William I. Robinson – The Global Police State

Der globale Polizeistaat ist für den marxistischen Soziologen William I. Robinson die Bürgerkriegsvorbereitung der herrschenden Klasse. Im Inneren der westlichen Staatenwelt mutiert die Polizei zur allgegenwärtigen Ordnungsmacht. Nach Außen wird abgeschottet: Mit Konzentrationslagern, Grenzzäunen und Selbstschussanlagen.
4. April 2022 |

Lesetipp: William I. Robinson | The Global Police State | Pluto Press | 20. August 2020

Der globale Polizeistaat ist für den marxistischen Soziologen William I. Robinson die Bürgerkriegsvorbereitung der herrschenden Klasse. Im Inneren der westlichen Staatenwelt mutiert die Polizei zur allgegenwärtigen Ordnungsmacht. Nach Außen wird abgeschottet: mit Konzentrationslagern, Grenzzäunen und Selbstschussanlagen.

Begünstigt durch den Neoliberalismus erlebten wir die Konzentration von Kapital in unbekanntem Ausmaß. Das Verschmelzen von Silicon Valley, Wall Street, Sicherheitsfirmen und US-Militär ist die Grundlage des globalen Polizeistaates. Dieser organisiert die Welt in „Graue“ und „Grüne“ Zonen. Grüne Zonen sind die Ghettos der Reichen, welche militärisch vom Zugriff der Massen abgeschottet werden. Während der Black Lives Matter-Proteste 2020 wurden alle Brücken, die in die Innenstadt von Chicago führen, ab 20 Uhr polizeilich abgeriegelt – ähnlich den Mauern um die „Green Zones“ von Bagdad und Kabul während der US-Besatzung, oder dem Bankenviertel Sanhattan der chilenischen Hauptstadt Santiago de Chile, aber auch der Abschottungspolitik der Europäischen Union. In den „Grauen Zonen“ agiert der Polizeistaat als Bürgerkriegsarmee, welche in offener Kooperation mit kriminellen Banden die Überflussbevölkerung in die kapitalistische Akkumulationslogik zwingt. So z.B. bei der offenen Kooperation der Europäischen Union mit libyschen Warlords, welche Flüchtlinge auf dem Weg nach Europa abfangen und sie zur Sklavenarbeit in Kobaltminen – ein Rohstoff für unsere Smartphones – verdammen.

Militarisierung des Internets

Das Internet wurde vom US-Militär entwickelt und erst in den 1980er-Jahren für kommerzielle Interessen geöffnet, freilich ohne die Kontrolle völlig abzugeben.

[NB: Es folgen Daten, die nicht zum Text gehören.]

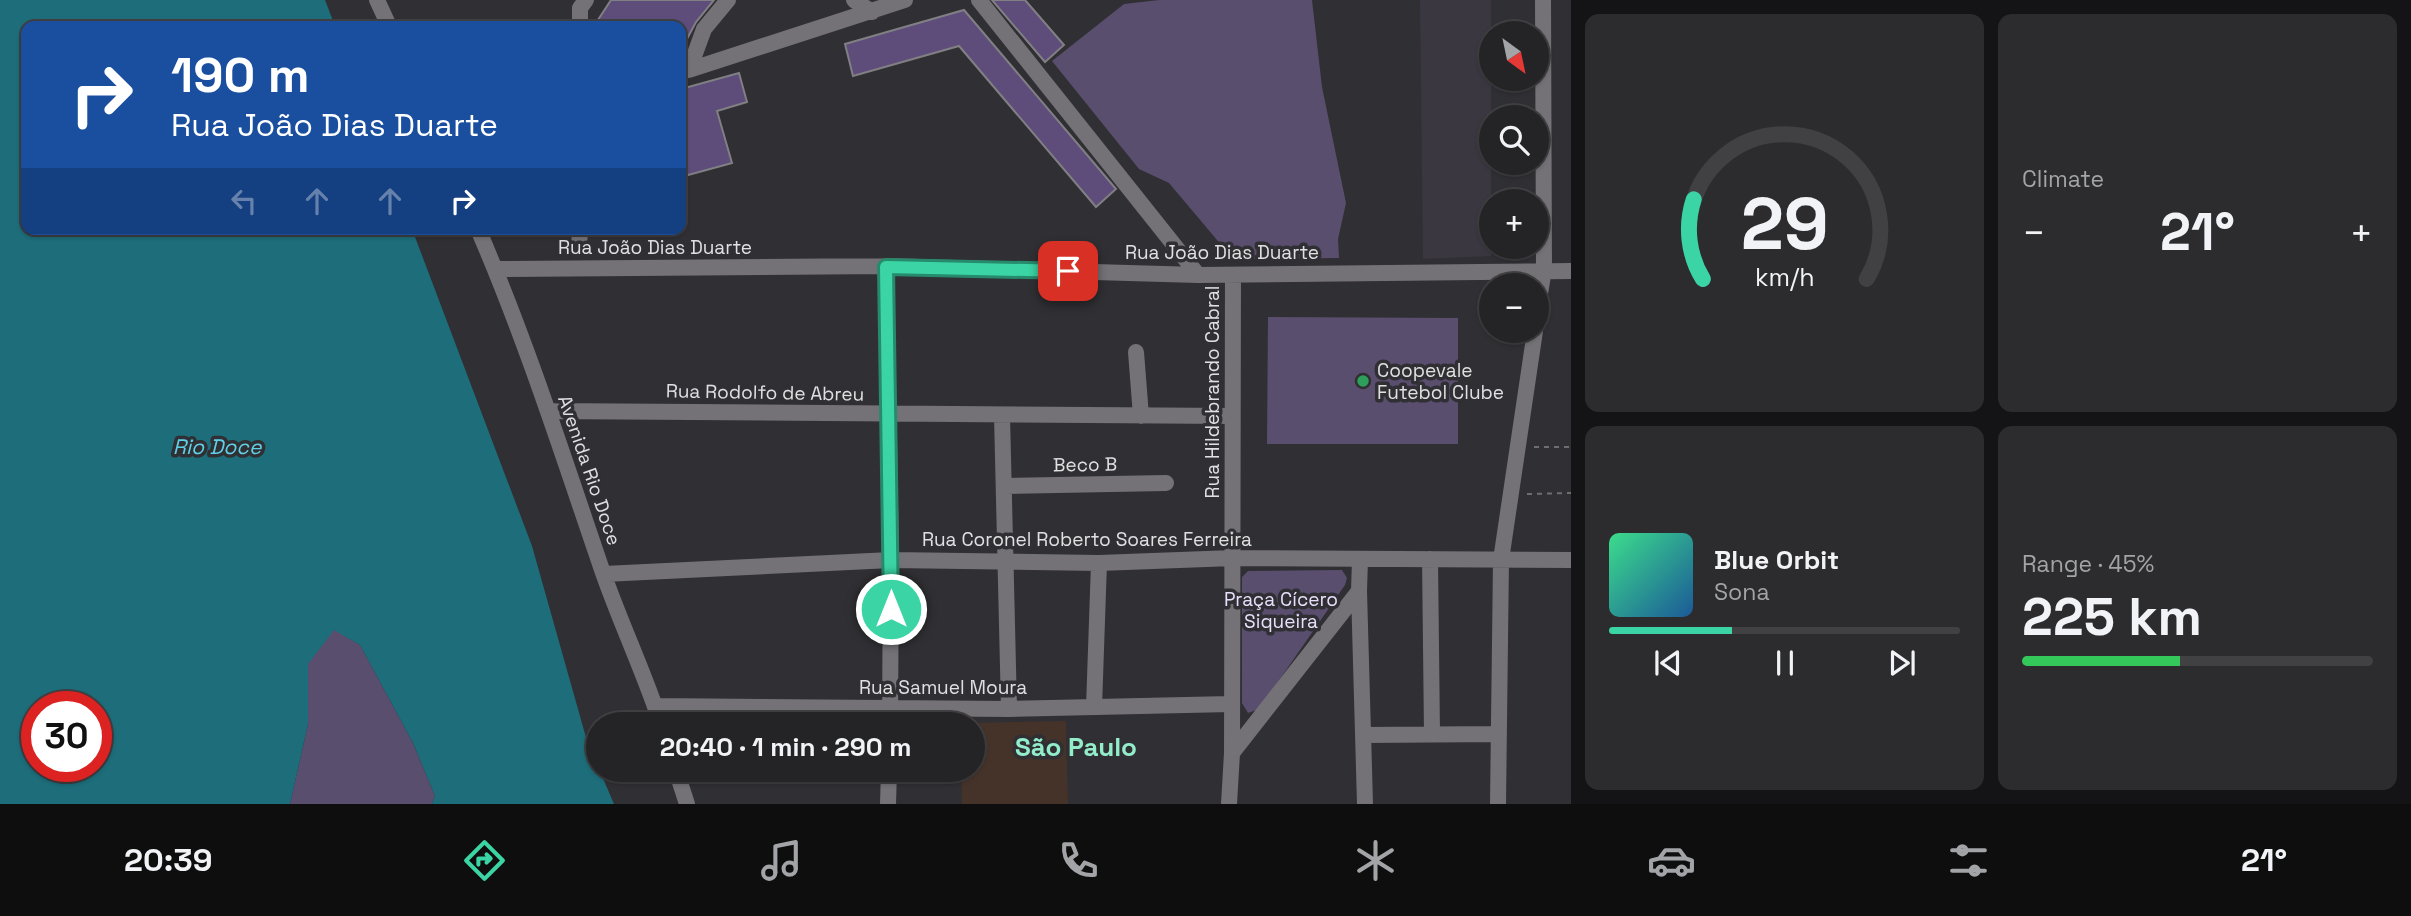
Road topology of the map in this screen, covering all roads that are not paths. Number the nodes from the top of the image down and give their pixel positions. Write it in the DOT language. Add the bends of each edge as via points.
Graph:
graph roads {
  1 [pos="377,0"];
  2 [pos="586,0"];
  3 [pos="728,0"];
  4 [pos="854,0"];
  5 [pos="905,0"];
  6 [pos="979,0"];
  7 [pos="1543,0"];
  8 [pos="872,12"];
  9 [pos="386,21"];
  10 [pos="580,21"];
  11 [pos="686,69"];
  12 [pos="686,71"];
  13 [pos="481,235"];
  14 [pos="580,235"];
  15 [pos="579,248"];
  16 [pos="886,267"];
  17 [pos="495,269"];
  18 [pos="1544,269"];
  19 [pos="1571,271"];
  20 [pos="1543,273"];
  21 [pos="1198,275"];
  22 [pos="1233,275"];
  23 [pos="1533,343"];
  24 [pos="1136,352"];
  25 [pos="548,411"];
  26 [pos="888,415"];
  27 [pos="1002,415"];
  28 [pos="1141,416"];
  29 [pos="1233,416"];
  30 [pos="1166,483"];
  31 [pos="1005,486"];
  32 [pos="1233,558"];
  33 [pos="1360,559"];
  34 [pos="1430,559"];
  35 [pos="891,560"];
  36 [pos="1501,560"];
  37 [pos="1571,560"];
  38 [pos="1005,561"];
  39 [pos="1099,563"];
  40 [pos="604,574"];
  41 [pos="1359,591"];
  42 [pos="1231,704"];
  43 [pos="655,706"];
  44 [pos="890,707"];
  45 [pos="1094,707"];
  46 [pos="1009,709"];
  47 [pos="657,712"];
  48 [pos="890,712"];
  49 [pos="1432,734"];
  50 [pos="1499,734"];
  51 [pos="1364,735"];
  52 [pos="1232,753"];
  53 [pos="680,782"];
  54 [pos="889,782"];
  55 [pos="687,804"];
  56 [pos="888,804"];
  57 [pos="1229,804"];
  58 [pos="1365,804"];
  59 [pos="1498,804"];
  1 -- 9 [label="street"];
  2 -- 10 [label="street" via="580,8"];
  3 -- 11 [label="street" via="704,29"];
  4 -- 8 [label="street"];
  5 -- 8 [label="street"];
  6 -- 21 [label="street"];
  7 -- 18 [label="street"];
  8 -- 12 [label="street"];
  13 -- 17 [label="street, Avenida Rio Doce"];
  14 -- 15 [label="street"];
  16 -- 17 [label="street, Rua João Dias Duarte"];
  16 -- 21 [label="street, Rua João Dias Duarte"];
  16 -- 26 [label="street"];
  17 -- 25 [label="street, Avenida Rio Doce"];
  18 -- 19 [label="street, Rua João Dias Duarte"];
  18 -- 20 [label="street"];
  18 -- 22 [label="street, Rua João Dias Duarte"];
  21 -- 22 [label="street, Rua João Dias Duarte"];
  22 -- 29 [label="street, Rua Hildebrando Cabral"];
  23 -- 36 [label="street"];
  24 -- 28 [label="street"];
  25 -- 26 [label="street, Rua Rodolfo de Abreu"];
  25 -- 40 [label="street, Avenida Rio Doce"];
  26 -- 27 [label="street, Rua Rodolfo de Abreu"];
  26 -- 35 [label="street"];
  27 -- 28 [label="street, Rua Rodolfo de Abreu"];
  27 -- 31 [label="street"];
  28 -- 29 [label="street, Rua Rodolfo de Abreu"];
  29 -- 32 [label="street, Rua Hildebrando Cabral"];
  30 -- 31 [label="street, Beco B"];
  31 -- 38 [label="street"];
  32 -- 33 [label="street, Rua Coronel Roberto Soares Ferreira"];
  32 -- 39 [label="street, Rua Coronel Roberto Soares Ferreira"];
  32 -- 42 [label="street, Rua Hildebrando Cabral"];
  33 -- 34 [label="street, Rua Coronel Roberto Soares Ferreira"];
  33 -- 41 [label="street"];
  34 -- 36 [label="street, Rua Coronel Roberto Soares Ferreira"];
  34 -- 49 [label="street"];
  35 -- 38 [label="street, Rua Coronel Roberto Soares Ferreira"];
  35 -- 40 [label="street, Rua Coronel Roberto Soares Ferreira"];
  35 -- 44 [label="street"];
  36 -- 37 [label="street, Rua Coronel Roberto Soares Ferreira"];
  36 -- 50 [label="street"];
  38 -- 39 [label="street, Rua Coronel Roberto Soares Ferreira"];
  38 -- 46 [label="street"];
  39 -- 45 [label="street"];
  40 -- 43 [label="street, Avenida Rio Doce"];
  41 -- 51 [label="street"];
  41 -- 52 [label="street"];
  42 -- 45 [label="street, Rua Samuel Moura"];
  42 -- 52 [label="street, Rua Hildebrando Cabral"];
  43 -- 44 [label="street, Rua Samuel Moura"];
  43 -- 47 [label="street, Avenida Rio Doce"];
  44 -- 46 [label="street, Rua Samuel Moura"];
  44 -- 48 [label="street"];
  45 -- 46 [label="street, Rua Samuel Moura"];
  49 -- 50 [label="street"];
  49 -- 51 [label="street"];
  50 -- 59 [label="street"];
  51 -- 58 [label="street"];
  52 -- 57 [label="street, Rua Hildebrando Cabral"];
  53 -- 55 [label="street"];
  54 -- 56 [label="street"];
}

Von Google über die Überwachungsmaschine Facebook oder die Internetgiganten Amazon und eBay: „Einige Teile dieser Unternehmen sind so stark mit den amerikanischen Sicherheitsdiensten verflochten, dass es schwer zu sagen ist, wo sie aufhören und die US-Regierung beginnt“, so Levine. Neben der Wall Street war die CIA über das Unternehmen In-Q-Tel der fleißigste Investor in Silicon Valley Start Ups. Der Amazon-Gründer und reichste Mensch der Welt, Jeff Bezos, hat einen Fixplatz im Beratungsausschuss für Innovative Verteidigung des Pentagons. Silicon Valley – Wall Street – US Regierung, das ist die eine Verschmelzung, die Robinson als Ursache des globalen Polizeistaates herausstreicht. Die andere ist die Verschmelzung von privaten Söldnerarmeen, Investitionsfirmen und den staatlichen Armeen.

Schwächen bei Robinson

Seine These zu einer globalen herrschenden Klasse ist die größte Schwäche des Buches. Er schreibt von einer transnationalen kapitalistischen Klasse (TCC), was an den Super-Imperialismus von Karl Kautsky bzw. dem Empire von Hardt und Negri erinnert. Sie alle unterschätzen die Macht des Nationalstaates. Auch wenn Staaten Kriege zusehends mit Privatarmeen führen, die Motivation für die Kriege sind nicht in den Aktienkursen von Academi und Co. zu suchen, sondern in der imperialistischen Logik von Nationalstaaten. Zweitens ignorieren Robinson und Co., dass Kapitalisten, wie Marx sagt, „verfeindete Brüder“ sind. Trotzdem ist das Buch ein idealer Startpunkt für eine tiefergehende Diskussion über Imperialismus, Überwachungsstaat und die aktuellen Krisenlösungsstrategien der herrschenden Klasse. Noch wichtiger, das Buch ist auch ein Aufruf zum Handeln. Die Zukunftsutopie der Herrschenden hält für uns nichts bereit als Polizeiknüppel, Drohnen, Selbstschussanlagen, Grenzen und Konzentrationslager. An dieser Zukunftsvision gibt es nichts zu reformieren, aber sehr viel zu zerstören.